Please start any new threads on our new site at https://forums.sqlteam.com. We've got lots of great SQL Server experts to answer whatever question you can come up with.

 All Forums
 General SQL Server Forums
 New to SQL Server Programming
 Star Schema - Grain question

Author  Topic 

flamblaster
Constraint Violating Yak Guru

384 Posts

Posted - 2013-12-04 : 19:15:31
I'm trying to figure out how to ensure that I maintain the correct level of granularity between two fact tables in a database so that I can drill across.

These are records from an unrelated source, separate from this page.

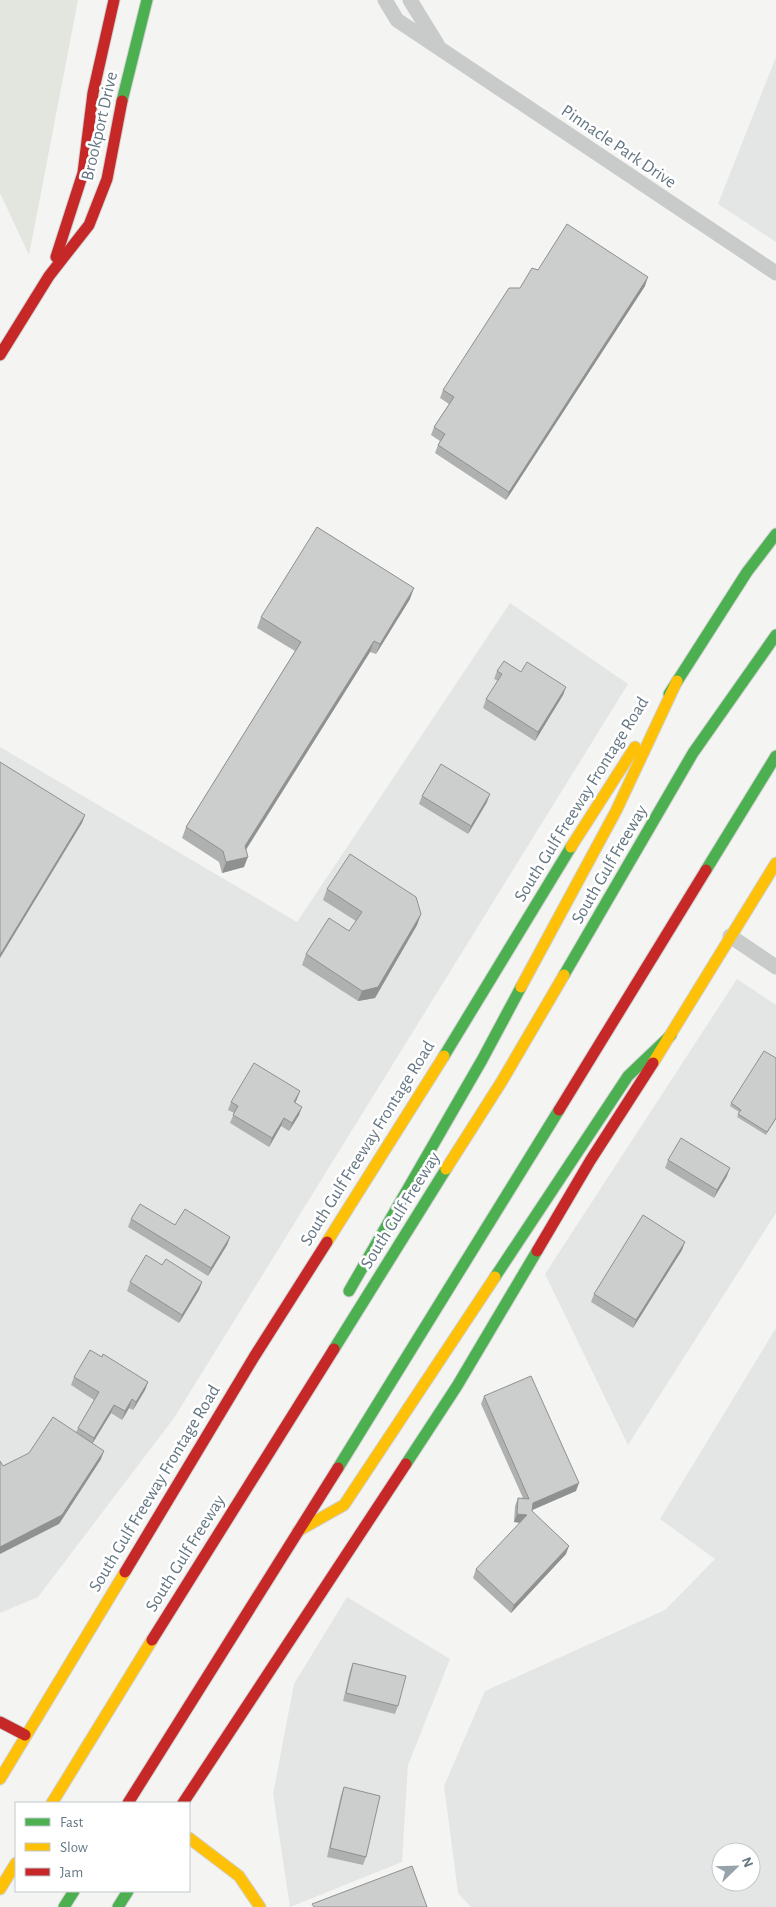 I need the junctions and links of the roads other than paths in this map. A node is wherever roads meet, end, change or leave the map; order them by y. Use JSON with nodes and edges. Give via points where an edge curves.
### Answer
{"nodes":[{"id":1,"x":114,"y":0,"type":"edge"},
{"id":2,"x":147,"y":0,"type":"edge"},
{"id":3,"x":385,"y":0,"type":"edge"},
{"id":4,"x":410,"y":0,"type":"edge"},
{"id":5,"x":441,"y":50,"type":"junction"},
{"id":6,"x":776,"y":273,"type":"edge"},
{"id":7,"x":49,"y":276,"type":"junction"},
{"id":8,"x":0,"y":355,"type":"edge"},
{"id":9,"x":776,"y":534,"type":"edge"},
{"id":10,"x":776,"y":635,"type":"edge"},
{"id":11,"x":677,"y":681,"type":"junction"},
{"id":12,"x":776,"y":756,"type":"edge"},
{"id":13,"x":776,"y":863,"type":"edge"},
{"id":14,"x":730,"y":936,"type":"junction"},
{"id":15,"x":776,"y":967,"type":"edge"},
{"id":16,"x":671,"y":1035,"type":"junction"},
{"id":17,"x":341,"y":1305,"type":"dead end"},
{"id":18,"x":314,"y":1357,"type":"dead end"},
{"id":19,"x":263,"y":1462,"type":"junction"},
{"id":20,"x":297,"y":1531,"type":"junction"},
{"id":21,"x":0,"y":1722,"type":"edge"},
{"id":22,"x":25,"y":1735,"type":"junction"},
{"id":23,"x":0,"y":1779,"type":"edge"},
{"id":24,"x":53,"y":1802,"type":"edge"},
{"id":25,"x":129,"y":1802,"type":"edge"},
{"id":26,"x":184,"y":1802,"type":"edge"},
{"id":27,"x":190,"y":1839,"type":"edge"},
{"id":28,"x":15,"y":1865,"type":"edge"},
{"id":29,"x":0,"y":1890,"type":"edge"},
{"id":30,"x":73,"y":1892,"type":"edge"},
{"id":31,"x":127,"y":1892,"type":"edge"},
{"id":32,"x":64,"y":1907,"type":"edge"},
{"id":33,"x":118,"y":1907,"type":"edge"},
{"id":34,"x":260,"y":1907,"type":"edge"}],
"edges":[{"from":1,"to":7,"type":"main road","name":"Brookport Drive","via":[[93,93],[82,173]]},
{"from":2,"to":7,"type":"main road","name":"Brookport Drive","via":[[107,179],[89,225]]},
{"from":3,"to":5,"type":"street","name":"Pinnacle Park Drive","via":[[397,20]]},
{"from":4,"to":5,"type":"street","name":"Pinnacle Park Drive"},
{"from":5,"to":6,"type":"street","name":"Pinnacle Park Drive"},
{"from":7,"to":8,"type":"main road","name":"Brookport Drive"},
{"from":9,"to":11,"type":"main road","name":"South Gulf Freeway Frontage Road","via":[[747,572]]},
{"from":10,"to":19,"type":"main road","name":"South Gulf Freeway","via":[[693,753],[502,1081]]},
{"from":11,"to":17,"type":"main road","via":[[616,811],[492,1043]]},
{"from":11,"to":22,"type":"main road","name":"South Gulf Freeway Frontage Road","via":[[254,1357]]},
{"from":12,"to":20,"type":"main road"},
{"from":13,"to":14,"type":"main road"},
{"from":14,"to":15,"type":"street"},
{"from":14,"to":16,"type":"main road"},
{"from":16,"to":20,"type":"main road","via":[[628,1076],[344,1505]]},
{"from":16,"to":26,"type":"main road","via":[[590,1161],[457,1386]]},
{"from":18,"to":19,"type":"main road"},
{"from":19,"to":24,"type":"main road","name":"South Gulf Freeway"},
{"from":20,"to":25,"type":"main road"},
{"from":21,"to":22,"type":"main road"},
{"from":22,"to":23,"type":"main road","name":"South Gulf Freeway Frontage Road"},
{"from":27,"to":34,"type":"main road","via":[[226,1863],[253,1890]]},
{"from":28,"to":29,"type":"main road"},
{"from":30,"to":32,"type":"main road"},
{"from":31,"to":33,"type":"main road"}]}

Here are 2 business processes we have that will be measured:

Passenger Boarding:
Passenger gets on the bus, the date, time, bus number, driver and faretype are all considered 1 transaction. So a factBoarding would be created to measure these events.

Vehicle Trip Time:
The vehicle from the example above performs a trip from point A to point B. The time is calculated to create a factHours table. The issue I have is that this table would have a start and end time for the trip. I need to be able to capture boardings per revenue hour, so both facts are necessary, but technically, I believe they're at different grains. The following SQL is an oversimplified example. I'm not using dimension tables in the example for simplicity, I understand that I need dimension tables for this though. I'm assuming that the final select statement is not how a star schema is typically meant to be queried. But I would need the resulting output from that statement. Any ideas on how to achieve this (setting a grain level key of some sort??) would be greatly appreciated!

declare @factBoarding table (boardingid int primary key identity not null, sdate date, stime time, NumPassengers int)
declare @factHours table (hourid int primary key identity not null, sdate date, startTime time, endTime time, RevenueHours float)

insert into @factBoarding (sdate, stime, NumPassengers)
values
('2012-01-01', '06:15', 1),
('2012-01-01', '07:00', 1)

insert into @factHours (sdate, startTime, endTime, RevenueHours)
values
('2012-01-01', '06:00', '07:15', 1.25)

select F.Sdate, F.RevenueHours, SUM(NumPassengers) as NumPassengers
from @factHours F
join @factBoarding B on B.Sdate=F.Sdate and B.Stime>=F.StartTime and B.Stime<F.EndTime

group by F.Sdate, F.RevenueHours

visakh16
Very Important crosS Applying yaK Herder

52326 Posts

Posted - 2013-12-05 : 01:35:58
Sorry I cant see how you're capturing passenger info here? Ideally you should have fact which contains one row per passenger travel.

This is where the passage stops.